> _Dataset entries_
Start of Block
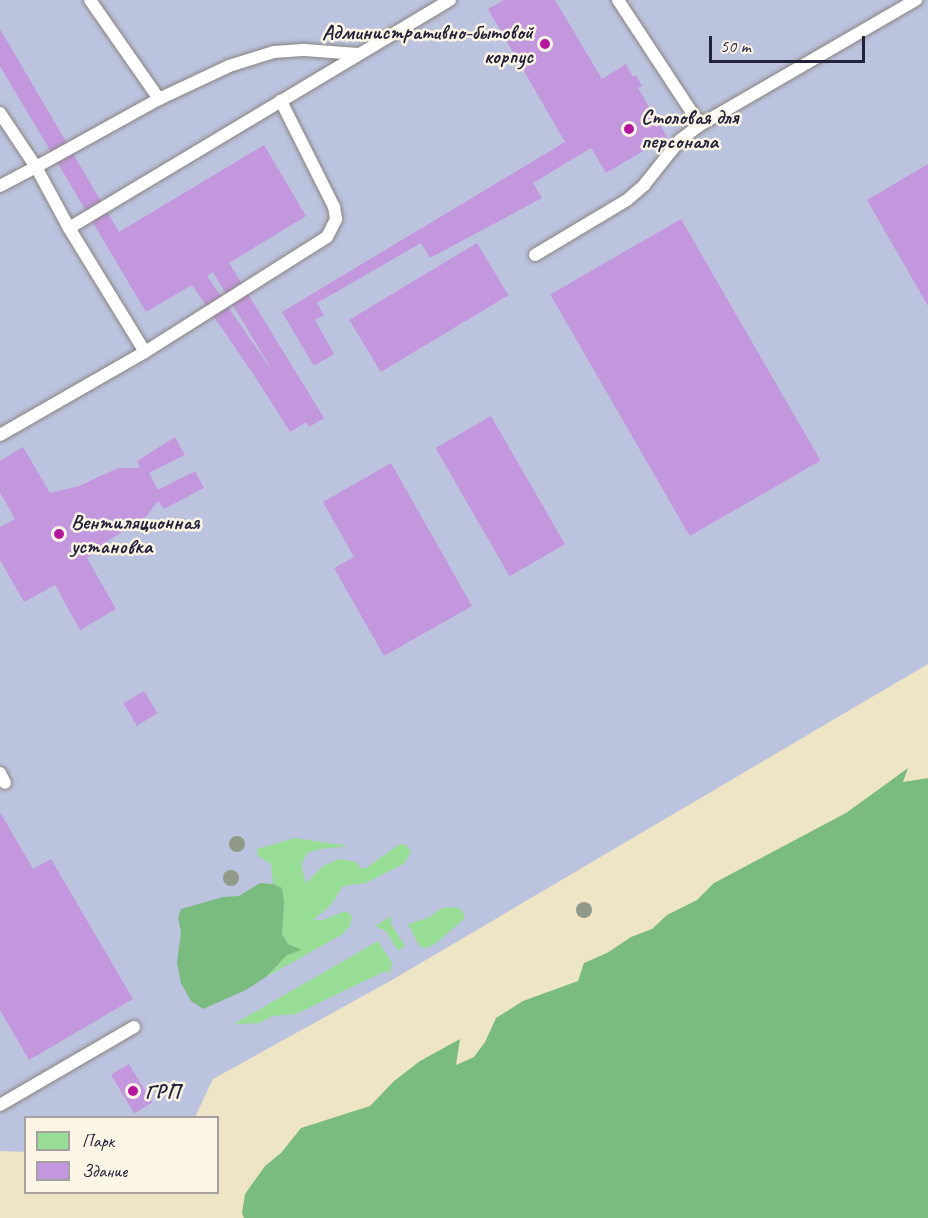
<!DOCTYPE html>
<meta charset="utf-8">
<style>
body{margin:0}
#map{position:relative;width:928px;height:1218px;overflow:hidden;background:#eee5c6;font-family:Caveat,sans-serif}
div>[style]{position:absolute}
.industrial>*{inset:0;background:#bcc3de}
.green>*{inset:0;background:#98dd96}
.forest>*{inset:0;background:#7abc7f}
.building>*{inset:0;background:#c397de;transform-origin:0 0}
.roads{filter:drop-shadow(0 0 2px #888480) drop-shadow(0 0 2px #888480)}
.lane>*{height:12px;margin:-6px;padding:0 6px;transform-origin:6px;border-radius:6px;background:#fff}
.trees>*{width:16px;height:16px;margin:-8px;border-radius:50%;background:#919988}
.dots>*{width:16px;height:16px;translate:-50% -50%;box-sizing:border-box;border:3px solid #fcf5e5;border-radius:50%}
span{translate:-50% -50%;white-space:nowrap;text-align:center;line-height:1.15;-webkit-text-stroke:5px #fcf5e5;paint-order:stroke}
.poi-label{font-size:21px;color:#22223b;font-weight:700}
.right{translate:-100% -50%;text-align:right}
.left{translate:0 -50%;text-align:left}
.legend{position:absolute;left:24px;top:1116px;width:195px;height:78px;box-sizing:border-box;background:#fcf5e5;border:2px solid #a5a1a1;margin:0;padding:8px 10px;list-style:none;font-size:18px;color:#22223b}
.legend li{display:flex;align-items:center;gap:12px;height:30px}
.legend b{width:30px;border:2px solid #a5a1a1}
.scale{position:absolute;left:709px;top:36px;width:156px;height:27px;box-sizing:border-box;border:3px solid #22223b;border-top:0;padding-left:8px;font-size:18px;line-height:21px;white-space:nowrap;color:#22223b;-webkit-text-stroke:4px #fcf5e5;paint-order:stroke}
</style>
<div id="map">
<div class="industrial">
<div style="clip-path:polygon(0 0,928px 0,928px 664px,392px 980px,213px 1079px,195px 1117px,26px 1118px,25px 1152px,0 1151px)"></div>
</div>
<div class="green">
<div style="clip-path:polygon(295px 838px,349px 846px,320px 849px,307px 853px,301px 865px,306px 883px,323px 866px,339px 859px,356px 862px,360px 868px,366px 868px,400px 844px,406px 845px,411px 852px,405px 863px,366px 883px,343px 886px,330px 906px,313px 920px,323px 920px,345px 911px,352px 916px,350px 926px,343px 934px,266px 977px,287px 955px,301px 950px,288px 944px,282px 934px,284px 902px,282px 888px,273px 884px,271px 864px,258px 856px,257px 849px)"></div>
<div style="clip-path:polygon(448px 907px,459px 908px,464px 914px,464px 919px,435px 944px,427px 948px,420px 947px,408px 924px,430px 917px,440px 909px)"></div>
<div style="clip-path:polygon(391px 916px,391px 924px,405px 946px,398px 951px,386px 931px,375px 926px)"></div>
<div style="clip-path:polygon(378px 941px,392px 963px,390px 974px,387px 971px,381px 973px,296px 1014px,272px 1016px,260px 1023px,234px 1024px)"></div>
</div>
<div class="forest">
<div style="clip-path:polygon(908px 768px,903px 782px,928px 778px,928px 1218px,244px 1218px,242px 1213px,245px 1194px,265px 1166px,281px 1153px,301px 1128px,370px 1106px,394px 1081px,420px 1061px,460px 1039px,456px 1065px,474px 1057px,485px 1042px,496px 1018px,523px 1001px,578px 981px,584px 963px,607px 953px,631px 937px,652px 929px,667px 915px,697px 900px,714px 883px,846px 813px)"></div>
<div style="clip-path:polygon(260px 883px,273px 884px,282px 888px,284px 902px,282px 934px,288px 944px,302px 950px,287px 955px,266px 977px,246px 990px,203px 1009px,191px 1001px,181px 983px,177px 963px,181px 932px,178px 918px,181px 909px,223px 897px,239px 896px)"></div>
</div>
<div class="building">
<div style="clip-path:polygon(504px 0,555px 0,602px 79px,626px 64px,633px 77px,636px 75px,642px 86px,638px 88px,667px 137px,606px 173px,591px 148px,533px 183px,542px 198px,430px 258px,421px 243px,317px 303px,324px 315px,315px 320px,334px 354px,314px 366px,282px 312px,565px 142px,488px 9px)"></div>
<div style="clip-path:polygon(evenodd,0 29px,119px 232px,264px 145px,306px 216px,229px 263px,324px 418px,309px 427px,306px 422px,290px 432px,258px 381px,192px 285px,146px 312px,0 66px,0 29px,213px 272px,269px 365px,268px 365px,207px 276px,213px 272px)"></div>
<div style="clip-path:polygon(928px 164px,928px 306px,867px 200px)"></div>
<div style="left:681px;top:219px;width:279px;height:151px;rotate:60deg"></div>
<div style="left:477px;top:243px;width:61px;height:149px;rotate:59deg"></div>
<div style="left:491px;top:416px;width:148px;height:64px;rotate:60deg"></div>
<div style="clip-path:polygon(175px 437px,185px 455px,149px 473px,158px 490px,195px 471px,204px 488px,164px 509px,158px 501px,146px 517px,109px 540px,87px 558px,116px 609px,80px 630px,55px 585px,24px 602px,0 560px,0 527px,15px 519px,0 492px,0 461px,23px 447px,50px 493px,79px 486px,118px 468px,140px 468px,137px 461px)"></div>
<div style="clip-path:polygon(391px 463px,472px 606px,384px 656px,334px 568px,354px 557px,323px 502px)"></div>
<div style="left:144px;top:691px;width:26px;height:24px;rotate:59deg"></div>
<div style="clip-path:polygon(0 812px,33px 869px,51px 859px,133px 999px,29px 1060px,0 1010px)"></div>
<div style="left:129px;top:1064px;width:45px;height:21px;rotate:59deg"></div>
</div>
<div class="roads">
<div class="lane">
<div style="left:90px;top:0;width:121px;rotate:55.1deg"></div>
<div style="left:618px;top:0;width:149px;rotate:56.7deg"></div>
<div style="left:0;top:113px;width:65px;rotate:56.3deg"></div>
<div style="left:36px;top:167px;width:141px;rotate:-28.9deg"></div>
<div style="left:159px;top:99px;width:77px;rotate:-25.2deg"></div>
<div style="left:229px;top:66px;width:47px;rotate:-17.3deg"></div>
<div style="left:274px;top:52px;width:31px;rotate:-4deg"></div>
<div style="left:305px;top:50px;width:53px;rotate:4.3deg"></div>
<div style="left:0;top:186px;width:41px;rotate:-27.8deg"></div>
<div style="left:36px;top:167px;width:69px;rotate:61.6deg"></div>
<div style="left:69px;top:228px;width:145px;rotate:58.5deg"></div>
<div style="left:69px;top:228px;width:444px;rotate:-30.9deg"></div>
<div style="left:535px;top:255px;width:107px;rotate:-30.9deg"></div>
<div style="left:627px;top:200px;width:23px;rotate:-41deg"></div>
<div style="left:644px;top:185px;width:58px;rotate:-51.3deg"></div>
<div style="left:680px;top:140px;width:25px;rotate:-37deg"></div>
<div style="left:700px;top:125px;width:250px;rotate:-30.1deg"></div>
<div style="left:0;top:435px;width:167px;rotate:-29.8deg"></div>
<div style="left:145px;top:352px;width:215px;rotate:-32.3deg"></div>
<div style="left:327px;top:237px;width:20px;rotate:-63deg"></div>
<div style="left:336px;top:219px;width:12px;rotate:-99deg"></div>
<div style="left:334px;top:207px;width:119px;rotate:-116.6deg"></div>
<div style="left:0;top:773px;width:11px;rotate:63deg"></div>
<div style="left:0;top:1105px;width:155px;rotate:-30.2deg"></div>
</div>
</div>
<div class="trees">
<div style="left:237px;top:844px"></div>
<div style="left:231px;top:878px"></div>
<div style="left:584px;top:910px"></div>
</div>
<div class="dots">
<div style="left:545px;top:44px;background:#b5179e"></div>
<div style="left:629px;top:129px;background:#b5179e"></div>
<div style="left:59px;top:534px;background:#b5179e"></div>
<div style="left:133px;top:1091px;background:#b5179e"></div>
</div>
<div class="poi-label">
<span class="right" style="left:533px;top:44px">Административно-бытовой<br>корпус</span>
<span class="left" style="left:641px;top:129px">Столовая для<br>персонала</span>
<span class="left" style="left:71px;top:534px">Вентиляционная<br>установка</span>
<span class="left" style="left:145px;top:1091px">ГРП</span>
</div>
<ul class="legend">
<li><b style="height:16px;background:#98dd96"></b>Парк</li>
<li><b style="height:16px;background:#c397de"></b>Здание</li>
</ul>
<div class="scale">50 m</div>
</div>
End of Block
From the entries above, show each line that includes the string "lane".

.lane>*{height:12px;margin:-6px;padding:0 6px;transform-origin:6px;border-radius:6px;background:#fff}
<div class="lane">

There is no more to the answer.